The Communist Party of the Philippines blasted on 25 January the Executive Order 158 of President Rodrigo Duterte calling for ‘localized peace talks’, declaring that this “promotes a fake peace and will completely shut the doors to serious peace negotiations.” CPP Chief Information Officer Marco Valbuena asserted that Duterte’s directive aims “to kill the people’s resistance to land grabbing, low wages and the expansion of plantations and mining companies” and is a “counterinsurgency weapon to conduct psychological warfare and intelligence operations against the people and the people’s army.”

Duterte signed EO158, “Strengthening the policy framework on peace, reconciliation and unity, and reorganizing the government’s administrative Structure for the purpose” on 27 December 2021. It called for ‘localized peace talks’ and replaced the Office of the Presidential Adviser on the Peace Process with the Office of the Presidential Adviser on Peace, Reconciliation and Unity.

Despite the rhetoric, Valbuena said, the EO “does not address the problem of systematic oppression and exploitation” in Philippine society. “It serves only to sugarcoat the relentless drive to terrorize the people by establishing so many military camps and detachments to surround and control civilian villages, forcibly recruit people to paramilitary groups, conduct night raids against people’s homes, incessantly harass people to ‘admit’ and ‘surrender’ to being New People’s Army supporters and target for extrajudicial killing those who refuse to cooperate and give up their principles.”

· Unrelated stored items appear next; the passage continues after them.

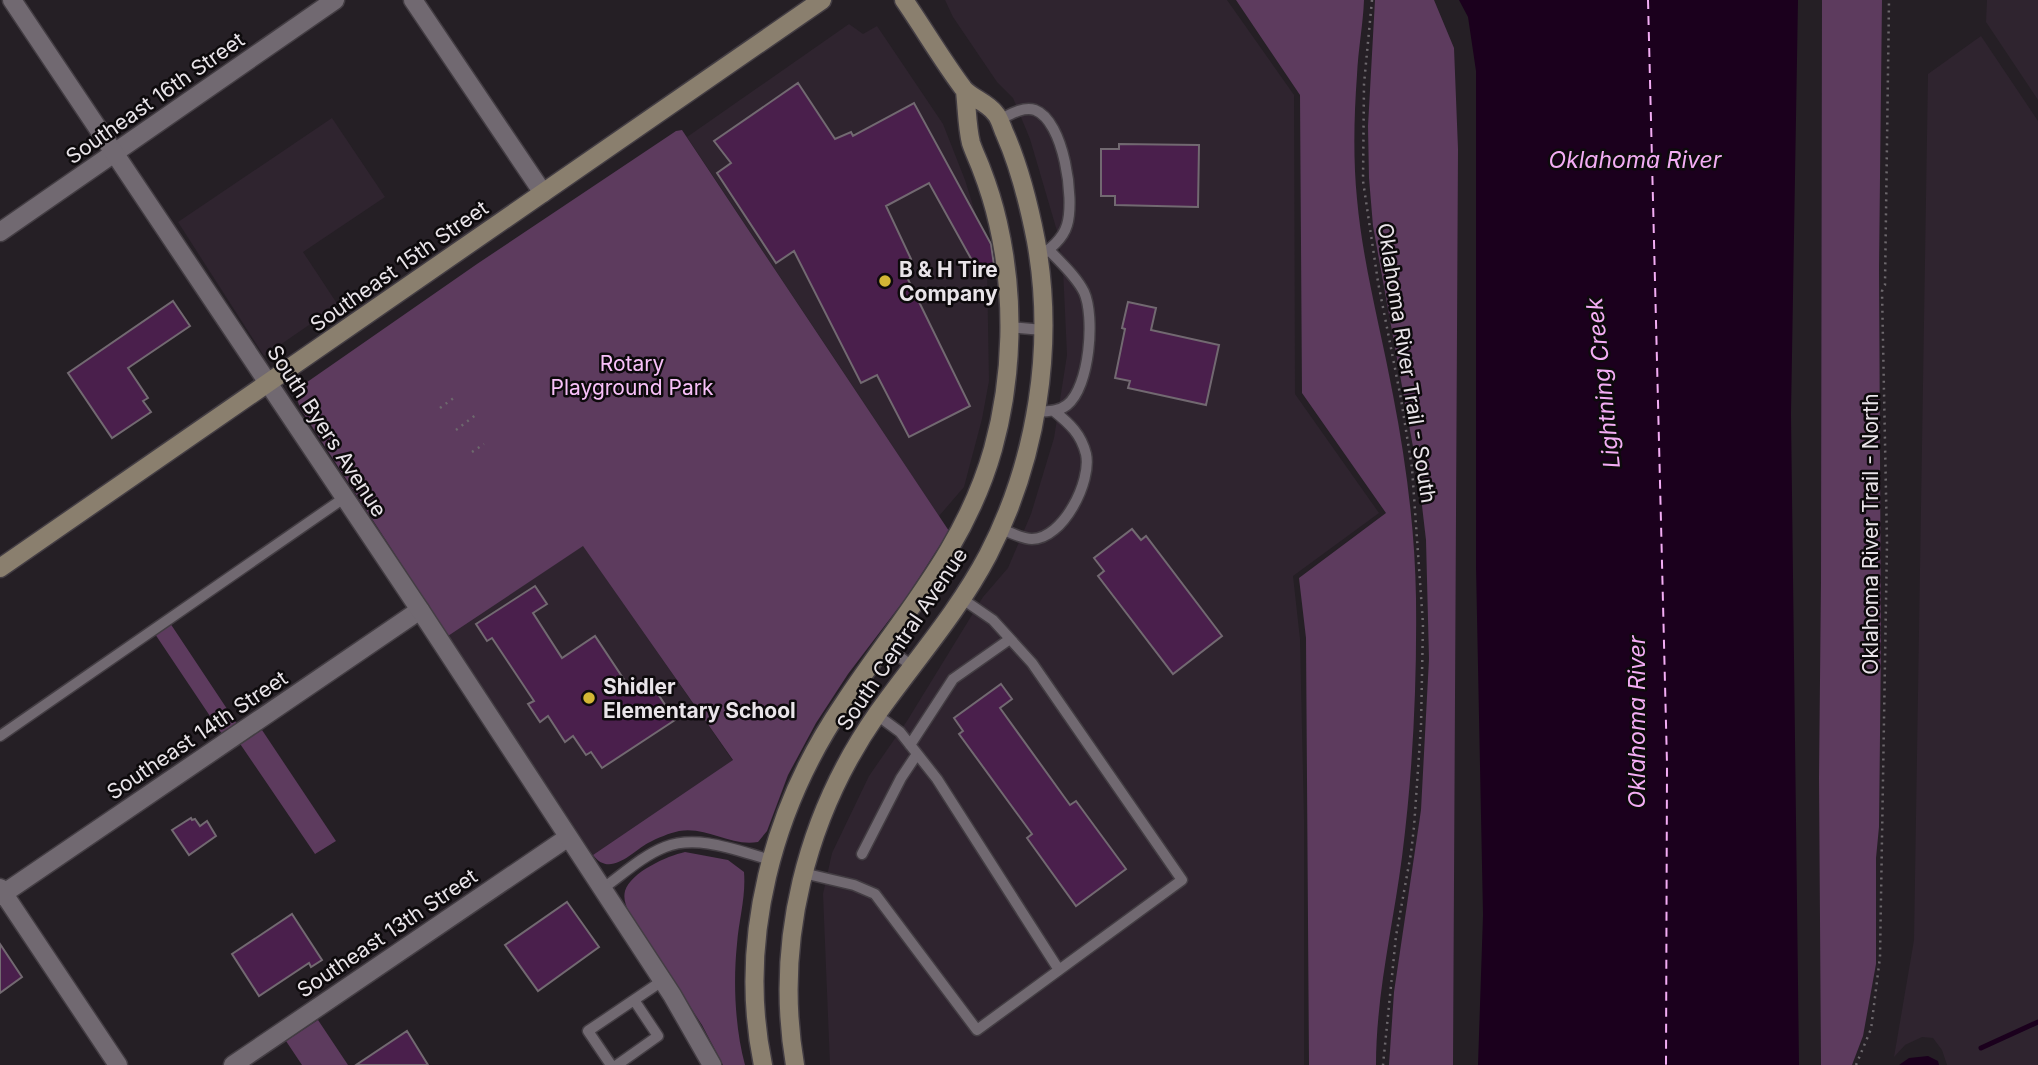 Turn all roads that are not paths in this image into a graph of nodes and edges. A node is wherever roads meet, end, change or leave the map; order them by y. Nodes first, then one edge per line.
1 (12, 0) edge
2 (335, 0) edge
3 (413, 0) edge
4 (822, 0) edge
5 (904, 0) edge
6 (965, 91) junction
7 (999, 120) junction
8 (115, 153) junction
9 (543, 193) junction
10 (0, 232) edge
11 (1044, 253) junction
12 (1009, 327) junction
13 (1043, 330) junction
14 (269, 384) junction
15 (1055, 411) junction
16 (1036, 412) junction
17 (344, 498) junction
18 (1001, 528) junction
19 (0, 568) edge
20 (961, 598) junction
21 (420, 610) junction
22 (1010, 639) junction
23 (885, 646) junction
24 (912, 666) junction
25 (877, 715) junction
26 (0, 736) edge
27 (914, 749) junction
28 (567, 838) junction
29 (862, 854) dead end
30 (771, 860) junction
31 (803, 873) junction
32 (602, 889) junction
33 (1, 893) edge
34 (1059, 970) junction
35 (663, 981) junction
36 (634, 1000) junction
37 (118, 1065) edge
38 (233, 1065) edge
39 (611, 1065) edge
40 (617, 1065) edge
41 (712, 1065) edge
42 (764, 1065) edge
43 (795, 1065) edge

1 - 8 street, South Byers Avenue
2 - 8 street, Southeast 16th Street
3 - 9 street
4 - 9 main road, Southeast 15th Street
5 - 6 main road, South Central Avenue
6 - 7 main road, South Central Avenue
6 - 12 main road, South Central Avenue
7 - 11 main road, South Central Avenue
7 - 11 lane
8 - 10 street, Southeast 16th Street
8 - 14 street, South Byers Avenue
9 - 14 main road, Southeast 15th Street
11 - 13 main road, South Central Avenue
11 - 15 lane
12 - 13 lane
12 - 23 main road, South Central Avenue
13 - 16 main road, South Central Avenue
14 - 17 street, South Byers Avenue
14 - 19 main road, Southeast 15th Street
15 - 16 lane
15 - 18 lane
16 - 18 main road, South Central Avenue
17 - 21 street, South Byers Avenue
17 - 26 lane
18 - 20 main road, South Central Avenue
20 - 22 lane
20 - 24 main road, South Central Avenue
21 - 28 street, South Byers Avenue
21 - 33 street, Southeast 14th Street
22 - 27 lane
22 - 34 lane
23 - 24 lane
23 - 30 main road, South Central Avenue
24 - 25 main road, South Central Avenue
25 - 27 lane
25 - 31 main road, South Central Avenue
27 - 29 lane
27 - 34 lane
28 - 32 street, South Byers Avenue
28 - 38 street, Southeast 13th Street
30 - 32 lane
30 - 42 main road, South Central Avenue
31 - 34 lane
31 - 43 main road, South Central Avenue
32 - 35 street, South Byers Avenue
33 - 37 street
35 - 36 lane
35 - 41 street, South Byers Avenue
36 - 39 lane
36 - 40 lane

Valbuena called on the Filipino people, “especially advocates of a just and lasting peace, to reject and denounce” EO 158.

Prof. Jose Maria Sison, NDFP Chief Political Consultant and CPP Founding Chairman, likewise criticized Duterte’s directive as “a pack of lies and false promises.” He declared that Duterte is spreading “the false promise of addressing and resolving the root causes of the armed conflicts, and of transforming Philippine society by staging fake localized peace talks.”

He explained that, in reality, ‘localized peace talks’ is aimed at approaching suspected revolutionaries, including their families and friends, and offer them bribes like the Community Support Program and the Barangay Development Program. Those who accept the bribes, he said, “are publicly presented as surrenderers and made to participate in psychological warfare, intelligence and combat operations.” He said military officials can also kill those who already ‘surrendered’ in order to receive higher cash rewards, like how Duterte’s police forces kill ‘drug personalities’ in their ‘war on drugs’.

He concluded that there is no way for the Filipino people and their revolutionary movement to achieve just peace “but to wage the revolutionary struggle for national and social liberation more resolutely and fiercer than ever before.”